Der Wechsel zu SHA-2, in diesem Fall zur Hash-Funktion SHA-256, ist recht einfach. Wir können dies mit dem Dienst­programm certuitil tun:

certutil -setreg ca\csp\CNGHashAlgorithm SHA256

Auch nach Ausführung des obigen Befehls ist das Stamm­zertifikat aber immer noch auf SHA-1.

Daher müssen wir das Zertifikat erneuern. Dies ist nicht obligatorisch, wird aber empfohlen. Das neue Stamm­zertifikat ersetzt nicht das bestehende, das weiterhin alle zuvor ausgestellten Zertifikate validiert. Dazu ist auch das neue in der Lage, solange man das bestehende Schlüsselpaar beibehält.

Führen Sie unter All Tasks den Befehl Renew CA Certificate aus.

Um mit diesem Vorgang fortzufahren, müssen Sie den Neustart der Dienste bestätigen. Als Nächstes werden Sie aufgefordert, den Schlüssel zum Signieren der Zertifikate neu zu generieren. Normaler­weise wird man aber kein neues Schlüsselpaar erzeugen.

Nach der Erneuerung des Stamm­zertifikats können Sie im Zertifikat­speicher sehen, dass nun SHA256 als Hash-Algorithmus angezeigt wird.

Zum Abschluss müssen die Active Directory-Zertifikatsdienste neu gestartet werden.

Neue Einstellungen überprüfen

Folgende Befehle starten die AD CS neu, pingen den Service und verifizieren den Provider sowie den Hash-Algorithmus.

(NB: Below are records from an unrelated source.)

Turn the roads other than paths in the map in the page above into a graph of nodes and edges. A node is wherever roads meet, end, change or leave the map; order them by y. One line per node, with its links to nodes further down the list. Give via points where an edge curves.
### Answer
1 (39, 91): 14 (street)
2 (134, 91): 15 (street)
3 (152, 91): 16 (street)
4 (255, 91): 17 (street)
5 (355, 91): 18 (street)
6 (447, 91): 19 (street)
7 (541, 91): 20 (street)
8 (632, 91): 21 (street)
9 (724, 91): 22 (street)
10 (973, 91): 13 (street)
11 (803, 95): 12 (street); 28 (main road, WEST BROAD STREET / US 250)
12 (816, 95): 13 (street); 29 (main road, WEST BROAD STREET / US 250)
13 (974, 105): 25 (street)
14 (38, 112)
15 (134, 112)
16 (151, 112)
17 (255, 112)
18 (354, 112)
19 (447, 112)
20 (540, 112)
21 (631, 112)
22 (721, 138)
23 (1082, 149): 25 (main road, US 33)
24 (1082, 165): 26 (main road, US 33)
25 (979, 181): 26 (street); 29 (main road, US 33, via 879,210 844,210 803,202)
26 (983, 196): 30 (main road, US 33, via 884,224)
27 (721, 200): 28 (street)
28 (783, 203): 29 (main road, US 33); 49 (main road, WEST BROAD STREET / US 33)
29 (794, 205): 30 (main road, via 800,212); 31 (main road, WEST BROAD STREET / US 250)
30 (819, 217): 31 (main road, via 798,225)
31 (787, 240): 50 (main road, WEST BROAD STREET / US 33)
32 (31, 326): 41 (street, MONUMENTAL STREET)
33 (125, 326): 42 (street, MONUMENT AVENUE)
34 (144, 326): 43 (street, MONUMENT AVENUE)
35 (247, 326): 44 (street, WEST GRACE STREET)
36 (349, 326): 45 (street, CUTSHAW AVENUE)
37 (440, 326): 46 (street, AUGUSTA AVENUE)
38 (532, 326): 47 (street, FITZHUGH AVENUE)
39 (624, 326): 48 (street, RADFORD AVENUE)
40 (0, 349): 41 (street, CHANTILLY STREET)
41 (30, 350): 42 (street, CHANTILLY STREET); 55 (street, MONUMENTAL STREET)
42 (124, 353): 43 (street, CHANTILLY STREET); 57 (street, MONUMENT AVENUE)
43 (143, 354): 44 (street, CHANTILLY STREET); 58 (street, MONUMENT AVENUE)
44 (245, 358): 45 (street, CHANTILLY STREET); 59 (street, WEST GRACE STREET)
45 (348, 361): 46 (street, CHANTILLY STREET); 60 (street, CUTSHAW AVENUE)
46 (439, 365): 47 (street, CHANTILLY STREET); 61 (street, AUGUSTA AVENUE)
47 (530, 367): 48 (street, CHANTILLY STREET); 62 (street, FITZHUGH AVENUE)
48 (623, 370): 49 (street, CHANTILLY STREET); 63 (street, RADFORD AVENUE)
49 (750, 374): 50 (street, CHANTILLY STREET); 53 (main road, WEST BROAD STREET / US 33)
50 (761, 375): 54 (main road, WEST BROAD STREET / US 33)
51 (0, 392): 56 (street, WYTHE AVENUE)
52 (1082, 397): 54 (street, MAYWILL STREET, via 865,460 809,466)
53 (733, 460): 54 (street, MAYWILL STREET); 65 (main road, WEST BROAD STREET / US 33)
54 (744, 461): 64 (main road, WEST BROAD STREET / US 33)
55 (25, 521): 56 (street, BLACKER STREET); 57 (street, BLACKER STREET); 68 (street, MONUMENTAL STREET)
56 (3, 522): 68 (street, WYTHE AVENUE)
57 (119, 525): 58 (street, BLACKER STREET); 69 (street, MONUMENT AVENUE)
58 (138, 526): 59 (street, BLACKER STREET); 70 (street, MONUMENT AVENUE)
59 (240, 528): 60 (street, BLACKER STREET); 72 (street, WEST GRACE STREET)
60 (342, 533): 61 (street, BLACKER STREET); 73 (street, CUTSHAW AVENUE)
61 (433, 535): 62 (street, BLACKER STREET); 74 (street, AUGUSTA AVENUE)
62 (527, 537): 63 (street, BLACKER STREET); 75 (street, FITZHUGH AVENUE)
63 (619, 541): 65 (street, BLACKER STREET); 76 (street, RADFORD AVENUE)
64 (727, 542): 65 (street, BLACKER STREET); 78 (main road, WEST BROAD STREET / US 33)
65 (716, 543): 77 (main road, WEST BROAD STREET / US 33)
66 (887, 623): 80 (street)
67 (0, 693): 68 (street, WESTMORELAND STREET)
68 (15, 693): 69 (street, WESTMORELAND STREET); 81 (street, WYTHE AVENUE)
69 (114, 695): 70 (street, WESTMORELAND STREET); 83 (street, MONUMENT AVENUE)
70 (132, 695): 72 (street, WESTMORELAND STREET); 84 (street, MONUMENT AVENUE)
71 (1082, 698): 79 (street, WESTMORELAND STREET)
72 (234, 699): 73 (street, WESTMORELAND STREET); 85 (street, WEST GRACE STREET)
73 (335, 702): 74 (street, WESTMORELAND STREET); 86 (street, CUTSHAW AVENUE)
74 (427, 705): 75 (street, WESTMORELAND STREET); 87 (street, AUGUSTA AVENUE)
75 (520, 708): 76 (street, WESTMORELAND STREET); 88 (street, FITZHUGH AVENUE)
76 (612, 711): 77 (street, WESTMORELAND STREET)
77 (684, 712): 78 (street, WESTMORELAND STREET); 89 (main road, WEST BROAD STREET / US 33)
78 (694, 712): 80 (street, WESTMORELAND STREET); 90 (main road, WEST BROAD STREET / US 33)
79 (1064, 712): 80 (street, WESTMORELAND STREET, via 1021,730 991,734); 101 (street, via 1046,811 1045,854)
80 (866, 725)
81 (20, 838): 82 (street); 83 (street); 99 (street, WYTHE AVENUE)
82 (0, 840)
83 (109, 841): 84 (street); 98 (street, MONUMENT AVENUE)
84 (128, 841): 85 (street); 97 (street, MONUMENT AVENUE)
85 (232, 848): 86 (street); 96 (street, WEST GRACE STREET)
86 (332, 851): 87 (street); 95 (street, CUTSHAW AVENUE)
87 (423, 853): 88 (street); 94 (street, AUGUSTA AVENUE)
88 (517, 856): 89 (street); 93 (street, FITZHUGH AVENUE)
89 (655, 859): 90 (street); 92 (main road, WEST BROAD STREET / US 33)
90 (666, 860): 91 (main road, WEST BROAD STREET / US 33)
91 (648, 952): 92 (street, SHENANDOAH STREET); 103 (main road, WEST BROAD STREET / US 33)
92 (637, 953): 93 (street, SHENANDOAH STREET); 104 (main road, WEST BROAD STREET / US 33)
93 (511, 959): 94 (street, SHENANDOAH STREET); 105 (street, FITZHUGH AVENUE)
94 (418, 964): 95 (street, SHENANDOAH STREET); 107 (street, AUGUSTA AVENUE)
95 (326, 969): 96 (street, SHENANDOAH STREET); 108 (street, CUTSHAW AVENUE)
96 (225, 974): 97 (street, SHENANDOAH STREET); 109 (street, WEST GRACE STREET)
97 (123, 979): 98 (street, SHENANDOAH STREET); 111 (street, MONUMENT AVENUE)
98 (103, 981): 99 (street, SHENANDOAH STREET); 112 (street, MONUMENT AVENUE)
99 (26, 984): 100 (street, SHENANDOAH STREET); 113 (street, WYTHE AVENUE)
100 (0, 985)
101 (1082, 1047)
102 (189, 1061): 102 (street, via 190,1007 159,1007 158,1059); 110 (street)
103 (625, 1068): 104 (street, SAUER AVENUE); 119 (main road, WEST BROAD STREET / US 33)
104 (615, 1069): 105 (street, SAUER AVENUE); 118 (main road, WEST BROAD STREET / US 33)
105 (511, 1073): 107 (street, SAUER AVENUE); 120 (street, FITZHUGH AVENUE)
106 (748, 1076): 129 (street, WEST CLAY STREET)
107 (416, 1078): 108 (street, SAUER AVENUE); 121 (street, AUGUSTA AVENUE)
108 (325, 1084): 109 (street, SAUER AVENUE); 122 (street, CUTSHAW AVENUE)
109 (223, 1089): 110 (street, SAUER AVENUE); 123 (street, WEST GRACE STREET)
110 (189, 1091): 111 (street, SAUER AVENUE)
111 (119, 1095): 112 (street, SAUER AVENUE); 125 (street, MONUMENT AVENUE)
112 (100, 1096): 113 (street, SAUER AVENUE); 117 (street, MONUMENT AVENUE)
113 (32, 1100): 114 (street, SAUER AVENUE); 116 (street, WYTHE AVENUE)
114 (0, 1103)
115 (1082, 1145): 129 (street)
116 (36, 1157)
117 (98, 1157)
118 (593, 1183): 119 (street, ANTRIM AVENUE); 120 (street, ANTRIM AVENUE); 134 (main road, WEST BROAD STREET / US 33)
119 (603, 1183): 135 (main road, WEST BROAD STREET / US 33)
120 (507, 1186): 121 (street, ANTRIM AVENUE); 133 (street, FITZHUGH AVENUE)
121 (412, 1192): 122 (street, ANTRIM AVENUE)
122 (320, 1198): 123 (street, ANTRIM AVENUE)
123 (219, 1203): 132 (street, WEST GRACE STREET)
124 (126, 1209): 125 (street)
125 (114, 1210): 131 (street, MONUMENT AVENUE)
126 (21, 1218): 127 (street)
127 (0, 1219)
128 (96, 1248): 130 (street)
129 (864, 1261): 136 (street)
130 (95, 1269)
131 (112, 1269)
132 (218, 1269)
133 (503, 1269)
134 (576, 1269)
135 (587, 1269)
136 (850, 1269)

Start-service certsvc Certutil -ping Certutil -getreg ca\csp\Provider Certutil -getreg ca\csp\CNGHashAlgorithm

Wie unten ersichtlich, werden nun der Microsoft Software Key Storage Provider und SHA256 als Algorithmus angezeigt.

Zusammenfassung

Wie gezeigt, ist die Migration vom alten Software Cryptographic Service Provider (CSP) und SHA-1 auf den neueren Key Storage Provider und SHA-256 zwar ein mühsamer, aber unkomplizierter Prozess. Dies ist jedoch ein lohnenswertes Unterfangen, da es dazu beiträgt, die Sicherheit der internen Zertifikats­dienste zu stärken.